Oui, disent les petits agents généraux. Comme les petits assureurs, plusieurs d’entre eux disent se démarquer par la spécialisation et un service plus personnalisé. Certains prennent même les exigences de volume avec un grain de sel.

Président de Multi Courtage, Guy Duhaime a vu Manuvie résilier son contrat en 2007 parce qu’il ne satisfaisait pas ses exigences de volume. Aujourd’hui, il dit ne pas s’en porter plus mal. « Après tout, Multi Courtage a toujours 24 000 polices en vigueur avec Manuvie », rappelle-t-il. Des polices qui remontent à son contrat d’agent avec La Maritime.

Les exigences de volume ne lui font pas peur. « Il y aura toujours des assureurs prêts à faire affaire avec de plus petits agents généraux. Plusieurs assureurs respectent les plus petits parce qu’ils sont rentables pour eux en termes de qualité et de conservation des affaires. De son côté, le conseiller aura un service plus personnalisé dans une boîte qui traite avec un nombre restreint de conseillers », pense M. Duhaime.

Pour sa part, Yvon Pilon a mis sur pied son agent général en 2000, à l’époque des fusions médiatisées comme celle de Courvie Dubeau. Peu lui prédisaient alors du succès, dit-il. Le Groupe Pilon (LGP) a depuis évolué discrètement. Plutôt qu’être tout pour tout le monde, explique M. Pilon, LGP s’est spécialisé dans les marchés de l’invalidité, l’accident maladie et les maladies graves. Pour le reste, il y a les alliances. C’est d’ailleurs par une alliance avec Multi Courtage qu’il souscrit ses affaires en fonds communs.

Le Groupe Pilon a un contrat de distribution directe avec sept fournisseurs. M. Pilon dit maintenir un minimum de volume de un million$ en primes pour chacun d’eux (AXA Assurances, Empire Vie, La Capitale, Penncorp, La Survivance, L’Excellence et l’Industrielle Alliance). Il dit passer par Groupe financier BBA pour d’autres fournisseurs, tels Manuvie et Transamerica Vie Canada. 600 conseillers transigent auprès de lui, dont plus d’une centaine à 100 %, ajoute M. Pilon.

Après huit ans de discrétion, M. Pilon veut faire du bruit, a-t-il confié au Journal de l’assurance depuis ses nouveaux bureaux qu’il inaugurait le 21 mai dernier. Il se dit prêt à prendre son envol, mais à partir de l’interne et non par acquisitions. « Je ne veux pas grossir pour grossir et me retrouver endetté à 80 % », lance-t-il.

En plus d’un bureau à Montréal, Yvon Pilon en occupe un autre à Bathurst, au Nouveau-Brunswick, et envisage l’ouverture d’un autre à Moncton. Il souscrit aussi des affaires à l’Île-du-Prince-Édouard et en Nouvelle-Écosse.
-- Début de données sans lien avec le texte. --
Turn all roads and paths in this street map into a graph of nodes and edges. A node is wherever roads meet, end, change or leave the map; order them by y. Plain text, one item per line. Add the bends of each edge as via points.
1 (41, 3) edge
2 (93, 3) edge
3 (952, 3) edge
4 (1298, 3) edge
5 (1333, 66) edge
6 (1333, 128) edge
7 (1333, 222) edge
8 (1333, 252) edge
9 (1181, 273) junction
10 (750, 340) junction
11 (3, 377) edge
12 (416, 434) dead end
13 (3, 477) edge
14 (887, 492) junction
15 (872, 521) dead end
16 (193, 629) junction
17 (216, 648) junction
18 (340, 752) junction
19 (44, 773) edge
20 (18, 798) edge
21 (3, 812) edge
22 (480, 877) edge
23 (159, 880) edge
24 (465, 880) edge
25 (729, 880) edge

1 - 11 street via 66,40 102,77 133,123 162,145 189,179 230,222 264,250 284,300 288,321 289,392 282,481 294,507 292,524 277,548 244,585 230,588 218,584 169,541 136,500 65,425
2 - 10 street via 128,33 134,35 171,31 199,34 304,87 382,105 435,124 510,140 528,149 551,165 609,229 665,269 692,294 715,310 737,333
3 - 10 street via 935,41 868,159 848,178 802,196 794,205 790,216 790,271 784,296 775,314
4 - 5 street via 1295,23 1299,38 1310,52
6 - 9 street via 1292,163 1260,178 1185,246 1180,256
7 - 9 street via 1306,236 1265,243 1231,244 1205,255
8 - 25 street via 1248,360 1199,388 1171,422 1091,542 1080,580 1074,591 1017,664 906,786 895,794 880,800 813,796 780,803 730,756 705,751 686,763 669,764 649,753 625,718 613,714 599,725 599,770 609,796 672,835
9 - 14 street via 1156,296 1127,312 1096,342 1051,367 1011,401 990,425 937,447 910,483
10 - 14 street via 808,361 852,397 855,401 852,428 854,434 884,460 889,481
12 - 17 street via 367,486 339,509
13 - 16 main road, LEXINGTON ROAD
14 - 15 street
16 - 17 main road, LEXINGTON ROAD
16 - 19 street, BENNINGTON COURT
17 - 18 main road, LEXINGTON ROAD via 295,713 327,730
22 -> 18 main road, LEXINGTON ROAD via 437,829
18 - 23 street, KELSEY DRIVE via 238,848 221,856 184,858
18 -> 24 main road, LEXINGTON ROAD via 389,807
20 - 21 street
Il vient d’embaucher Danielle Brault, une transfuge du secteur des transports, pour diriger le développement de ses affaires.

M. Pilon prévoit aussi recruter 25 nouveaux vendeurs d’ici septembre, mais pas n’importe qui. « D’où viens-tu ? Depuis combien de temps es-tu dans la profession ? Quel est ton taux de conservation? Si tu as déjà fait six agents généraux, je ne suis pas intéressé. Je ne suis pas affamé », explique t-il.

Que pense-t-il des exigences de volume ? « Les trop gros fournisseurs, j’ai de la misère avec ça. J’ai besoin qu’un lien personnalisé se développe avec tous mes fournisseurs », dit-il. Au cocktail d’ouverture de ses bureaux, on pouvait serrer la main des hauts gradés de chacun de ses fournisseurs.